# WHAT THE TASK ASKS
Within the records, find every line that includes the word "name" and copy it.
*** DATA EXCERPTS Section Begins ***
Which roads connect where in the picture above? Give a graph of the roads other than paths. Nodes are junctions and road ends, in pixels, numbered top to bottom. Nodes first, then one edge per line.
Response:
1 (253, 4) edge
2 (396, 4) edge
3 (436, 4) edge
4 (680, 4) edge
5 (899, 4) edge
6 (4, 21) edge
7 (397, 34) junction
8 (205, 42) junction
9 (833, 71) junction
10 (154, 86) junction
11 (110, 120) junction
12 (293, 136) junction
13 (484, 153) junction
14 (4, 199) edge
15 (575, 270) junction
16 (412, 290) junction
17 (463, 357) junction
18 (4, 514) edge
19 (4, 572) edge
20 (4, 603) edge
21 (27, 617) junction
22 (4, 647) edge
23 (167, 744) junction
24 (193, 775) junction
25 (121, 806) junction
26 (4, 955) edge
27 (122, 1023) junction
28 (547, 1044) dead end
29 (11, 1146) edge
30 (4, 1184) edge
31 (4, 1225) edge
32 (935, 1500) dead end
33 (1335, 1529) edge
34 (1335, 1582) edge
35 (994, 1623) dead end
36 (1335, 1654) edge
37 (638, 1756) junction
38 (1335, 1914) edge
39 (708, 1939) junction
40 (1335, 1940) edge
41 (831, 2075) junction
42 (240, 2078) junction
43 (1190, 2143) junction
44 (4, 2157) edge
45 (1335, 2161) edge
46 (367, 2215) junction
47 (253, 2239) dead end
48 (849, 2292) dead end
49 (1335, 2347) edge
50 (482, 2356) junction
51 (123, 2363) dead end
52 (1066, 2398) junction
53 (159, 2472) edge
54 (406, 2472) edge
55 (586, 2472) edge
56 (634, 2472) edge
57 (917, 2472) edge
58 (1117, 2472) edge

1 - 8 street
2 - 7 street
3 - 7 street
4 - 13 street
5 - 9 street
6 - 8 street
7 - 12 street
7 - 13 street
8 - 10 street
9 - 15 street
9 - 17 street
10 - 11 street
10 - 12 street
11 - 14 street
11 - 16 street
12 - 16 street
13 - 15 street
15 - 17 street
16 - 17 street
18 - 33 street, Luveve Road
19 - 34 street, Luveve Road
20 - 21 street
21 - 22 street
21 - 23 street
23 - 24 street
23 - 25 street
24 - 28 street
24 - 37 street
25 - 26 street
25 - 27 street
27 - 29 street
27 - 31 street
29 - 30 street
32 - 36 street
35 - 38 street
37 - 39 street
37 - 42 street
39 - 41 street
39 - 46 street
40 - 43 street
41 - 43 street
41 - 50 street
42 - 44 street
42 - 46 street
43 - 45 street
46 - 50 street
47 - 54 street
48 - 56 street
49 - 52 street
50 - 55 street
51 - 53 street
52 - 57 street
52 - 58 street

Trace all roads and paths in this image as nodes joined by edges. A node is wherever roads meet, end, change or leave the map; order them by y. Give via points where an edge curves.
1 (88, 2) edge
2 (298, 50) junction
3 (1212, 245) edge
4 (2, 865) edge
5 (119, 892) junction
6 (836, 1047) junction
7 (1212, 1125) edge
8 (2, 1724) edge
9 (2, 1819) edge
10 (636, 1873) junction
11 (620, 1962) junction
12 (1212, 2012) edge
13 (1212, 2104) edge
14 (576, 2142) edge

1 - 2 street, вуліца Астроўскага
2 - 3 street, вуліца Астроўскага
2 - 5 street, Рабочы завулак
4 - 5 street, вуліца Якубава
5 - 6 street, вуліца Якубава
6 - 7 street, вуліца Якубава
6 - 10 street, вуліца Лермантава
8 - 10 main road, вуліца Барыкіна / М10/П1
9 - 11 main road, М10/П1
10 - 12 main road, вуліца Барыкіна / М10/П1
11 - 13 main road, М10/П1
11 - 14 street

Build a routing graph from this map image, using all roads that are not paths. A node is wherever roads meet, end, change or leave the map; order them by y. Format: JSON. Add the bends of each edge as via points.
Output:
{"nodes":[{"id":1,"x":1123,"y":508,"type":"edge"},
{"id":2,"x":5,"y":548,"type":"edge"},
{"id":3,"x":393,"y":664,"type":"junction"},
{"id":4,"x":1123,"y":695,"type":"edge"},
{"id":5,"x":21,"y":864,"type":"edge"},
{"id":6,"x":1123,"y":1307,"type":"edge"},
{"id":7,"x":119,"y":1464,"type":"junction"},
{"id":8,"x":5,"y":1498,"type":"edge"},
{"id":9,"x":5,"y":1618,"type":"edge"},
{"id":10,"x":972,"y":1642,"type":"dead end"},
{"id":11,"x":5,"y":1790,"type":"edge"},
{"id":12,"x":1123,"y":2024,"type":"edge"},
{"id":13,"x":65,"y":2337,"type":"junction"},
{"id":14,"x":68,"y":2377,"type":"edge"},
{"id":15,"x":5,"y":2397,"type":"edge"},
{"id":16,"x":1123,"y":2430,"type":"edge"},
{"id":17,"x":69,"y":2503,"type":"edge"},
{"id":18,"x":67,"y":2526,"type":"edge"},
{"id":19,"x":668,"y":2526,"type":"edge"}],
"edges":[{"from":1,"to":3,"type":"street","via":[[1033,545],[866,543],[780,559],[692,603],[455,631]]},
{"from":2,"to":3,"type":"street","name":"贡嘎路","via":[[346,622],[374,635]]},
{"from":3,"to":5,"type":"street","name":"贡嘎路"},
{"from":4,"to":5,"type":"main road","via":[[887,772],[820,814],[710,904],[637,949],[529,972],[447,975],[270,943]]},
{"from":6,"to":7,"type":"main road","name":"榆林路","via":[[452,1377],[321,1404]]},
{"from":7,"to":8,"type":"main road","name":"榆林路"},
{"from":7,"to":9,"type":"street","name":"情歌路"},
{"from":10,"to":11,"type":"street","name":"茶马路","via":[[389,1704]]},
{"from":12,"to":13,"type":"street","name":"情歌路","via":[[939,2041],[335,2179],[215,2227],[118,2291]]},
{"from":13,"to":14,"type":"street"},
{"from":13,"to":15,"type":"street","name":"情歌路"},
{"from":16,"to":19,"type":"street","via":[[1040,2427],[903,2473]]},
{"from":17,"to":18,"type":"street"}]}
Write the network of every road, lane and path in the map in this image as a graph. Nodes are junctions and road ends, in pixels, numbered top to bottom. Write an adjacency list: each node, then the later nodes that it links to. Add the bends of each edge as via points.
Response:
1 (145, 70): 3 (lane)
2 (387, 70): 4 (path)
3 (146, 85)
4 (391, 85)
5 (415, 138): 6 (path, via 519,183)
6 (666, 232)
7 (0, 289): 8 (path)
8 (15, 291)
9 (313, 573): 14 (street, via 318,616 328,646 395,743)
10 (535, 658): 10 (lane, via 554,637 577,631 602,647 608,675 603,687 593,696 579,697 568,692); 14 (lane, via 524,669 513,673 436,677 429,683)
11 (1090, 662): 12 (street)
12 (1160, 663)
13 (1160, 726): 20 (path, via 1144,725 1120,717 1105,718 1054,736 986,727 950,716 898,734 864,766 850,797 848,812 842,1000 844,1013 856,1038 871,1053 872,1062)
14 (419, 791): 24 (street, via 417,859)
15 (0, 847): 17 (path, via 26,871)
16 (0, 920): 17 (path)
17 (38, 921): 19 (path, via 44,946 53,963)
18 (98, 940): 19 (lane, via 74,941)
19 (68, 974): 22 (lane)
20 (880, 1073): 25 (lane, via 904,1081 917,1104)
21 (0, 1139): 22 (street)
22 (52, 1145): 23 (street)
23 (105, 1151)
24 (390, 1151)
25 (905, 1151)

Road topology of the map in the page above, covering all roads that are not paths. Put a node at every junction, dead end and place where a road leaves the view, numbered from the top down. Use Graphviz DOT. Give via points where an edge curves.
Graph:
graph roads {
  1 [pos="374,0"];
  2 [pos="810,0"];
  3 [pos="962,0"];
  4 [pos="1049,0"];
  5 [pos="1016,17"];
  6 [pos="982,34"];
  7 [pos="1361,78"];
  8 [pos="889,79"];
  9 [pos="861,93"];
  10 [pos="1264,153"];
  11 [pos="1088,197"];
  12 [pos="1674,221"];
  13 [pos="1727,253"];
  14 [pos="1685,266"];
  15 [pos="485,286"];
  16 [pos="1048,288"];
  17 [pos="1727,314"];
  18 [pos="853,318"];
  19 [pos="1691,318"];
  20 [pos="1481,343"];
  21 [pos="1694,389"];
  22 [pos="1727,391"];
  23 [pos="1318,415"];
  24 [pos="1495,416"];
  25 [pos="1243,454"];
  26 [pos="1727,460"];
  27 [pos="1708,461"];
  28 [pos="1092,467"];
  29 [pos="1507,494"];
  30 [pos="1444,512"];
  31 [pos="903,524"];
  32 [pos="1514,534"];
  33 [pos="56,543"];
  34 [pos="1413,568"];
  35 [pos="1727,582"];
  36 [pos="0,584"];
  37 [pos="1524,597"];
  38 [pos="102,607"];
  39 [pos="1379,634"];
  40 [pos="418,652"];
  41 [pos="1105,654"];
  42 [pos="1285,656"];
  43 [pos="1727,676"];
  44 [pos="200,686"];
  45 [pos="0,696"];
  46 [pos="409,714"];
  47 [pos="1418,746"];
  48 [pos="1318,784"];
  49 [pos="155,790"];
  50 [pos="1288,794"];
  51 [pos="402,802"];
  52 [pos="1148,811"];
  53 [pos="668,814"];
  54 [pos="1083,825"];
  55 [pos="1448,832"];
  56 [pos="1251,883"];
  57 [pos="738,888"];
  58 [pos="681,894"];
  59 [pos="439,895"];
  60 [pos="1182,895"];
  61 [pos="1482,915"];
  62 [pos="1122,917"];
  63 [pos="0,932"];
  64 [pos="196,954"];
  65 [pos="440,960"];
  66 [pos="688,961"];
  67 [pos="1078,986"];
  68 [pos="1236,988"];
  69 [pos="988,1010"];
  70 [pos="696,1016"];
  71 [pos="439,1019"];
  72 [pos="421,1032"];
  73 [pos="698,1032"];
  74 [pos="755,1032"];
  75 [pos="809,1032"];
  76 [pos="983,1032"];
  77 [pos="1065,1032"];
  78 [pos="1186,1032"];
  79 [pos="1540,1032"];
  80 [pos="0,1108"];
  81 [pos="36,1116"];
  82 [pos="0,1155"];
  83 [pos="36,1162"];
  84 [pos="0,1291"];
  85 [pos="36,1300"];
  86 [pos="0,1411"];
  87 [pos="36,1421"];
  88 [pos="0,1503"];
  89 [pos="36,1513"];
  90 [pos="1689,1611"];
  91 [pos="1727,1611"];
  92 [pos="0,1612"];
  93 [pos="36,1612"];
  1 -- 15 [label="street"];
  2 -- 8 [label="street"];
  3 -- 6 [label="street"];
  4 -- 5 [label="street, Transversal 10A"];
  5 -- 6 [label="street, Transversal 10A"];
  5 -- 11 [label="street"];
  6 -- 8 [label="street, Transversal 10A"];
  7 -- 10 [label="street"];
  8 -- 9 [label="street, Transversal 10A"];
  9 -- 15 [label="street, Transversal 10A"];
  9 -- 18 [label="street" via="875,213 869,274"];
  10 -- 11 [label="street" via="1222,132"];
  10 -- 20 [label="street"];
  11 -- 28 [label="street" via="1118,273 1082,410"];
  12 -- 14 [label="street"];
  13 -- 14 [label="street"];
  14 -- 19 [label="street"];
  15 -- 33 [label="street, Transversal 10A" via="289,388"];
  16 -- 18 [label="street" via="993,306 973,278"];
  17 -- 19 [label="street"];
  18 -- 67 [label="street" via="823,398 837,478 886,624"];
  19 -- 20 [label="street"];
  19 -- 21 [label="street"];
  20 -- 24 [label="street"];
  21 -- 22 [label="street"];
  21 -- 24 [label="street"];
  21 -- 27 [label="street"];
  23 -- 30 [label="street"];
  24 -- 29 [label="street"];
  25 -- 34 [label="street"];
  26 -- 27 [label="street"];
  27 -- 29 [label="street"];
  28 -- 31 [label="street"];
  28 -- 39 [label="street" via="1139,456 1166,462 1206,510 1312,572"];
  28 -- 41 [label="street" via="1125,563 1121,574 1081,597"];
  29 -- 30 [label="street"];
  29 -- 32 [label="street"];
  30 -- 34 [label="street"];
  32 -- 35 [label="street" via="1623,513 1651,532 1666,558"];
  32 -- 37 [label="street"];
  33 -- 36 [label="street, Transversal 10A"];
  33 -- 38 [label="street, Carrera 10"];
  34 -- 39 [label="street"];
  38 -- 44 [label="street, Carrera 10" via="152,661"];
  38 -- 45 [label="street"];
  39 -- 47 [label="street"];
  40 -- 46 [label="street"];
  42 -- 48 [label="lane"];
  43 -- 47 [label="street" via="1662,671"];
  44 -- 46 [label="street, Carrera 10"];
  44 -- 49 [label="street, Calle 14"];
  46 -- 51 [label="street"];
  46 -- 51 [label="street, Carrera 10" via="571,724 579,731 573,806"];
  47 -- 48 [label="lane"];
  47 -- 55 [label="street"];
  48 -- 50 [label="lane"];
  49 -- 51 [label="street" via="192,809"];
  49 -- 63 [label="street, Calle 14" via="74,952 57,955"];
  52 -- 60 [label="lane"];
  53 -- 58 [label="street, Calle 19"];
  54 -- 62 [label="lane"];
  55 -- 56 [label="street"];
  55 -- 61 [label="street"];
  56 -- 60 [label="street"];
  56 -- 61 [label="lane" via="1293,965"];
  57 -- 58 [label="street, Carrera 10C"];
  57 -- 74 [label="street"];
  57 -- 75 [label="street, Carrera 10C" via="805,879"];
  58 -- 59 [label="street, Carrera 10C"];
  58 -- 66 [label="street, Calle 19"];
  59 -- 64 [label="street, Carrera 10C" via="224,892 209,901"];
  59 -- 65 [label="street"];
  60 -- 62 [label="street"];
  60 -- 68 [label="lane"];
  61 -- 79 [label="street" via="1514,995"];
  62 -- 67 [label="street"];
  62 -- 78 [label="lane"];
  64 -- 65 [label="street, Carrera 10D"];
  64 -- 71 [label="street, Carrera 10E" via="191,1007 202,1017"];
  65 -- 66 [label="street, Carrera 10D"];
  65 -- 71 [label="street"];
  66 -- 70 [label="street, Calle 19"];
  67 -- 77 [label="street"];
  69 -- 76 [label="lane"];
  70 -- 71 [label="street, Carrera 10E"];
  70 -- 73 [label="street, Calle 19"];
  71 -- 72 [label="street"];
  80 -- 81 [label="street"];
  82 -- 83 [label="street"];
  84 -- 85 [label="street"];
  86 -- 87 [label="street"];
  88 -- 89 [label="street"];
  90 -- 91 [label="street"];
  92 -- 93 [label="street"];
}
*** DATA EXCERPTS Section Ends ***
# PROBLEM SOLUTION
{"from":2,"to":3,"type":"street","name":"贡嘎路","via":[[346,622],[374,635]]},
{"from":3,"to":5,"type":"street","name":"贡嘎路"},
{"from":6,"to":7,"type":"main road","name":"榆林路","via":[[452,1377],[321,1404]]},
{"from":7,"to":8,"type":"main road","name":"榆林路"},
{"from":7,"to":9,"type":"street","name":"情歌路"},
{"from":10,"to":11,"type":"street","name":"茶马路","via":[[389,1704]]},
{"from":12,"to":13,"type":"street","name":"情歌路","via":[[939,2041],[335,2179],[215,2227],[118,2291]]},
{"from":13,"to":15,"type":"street","name":"情歌路"},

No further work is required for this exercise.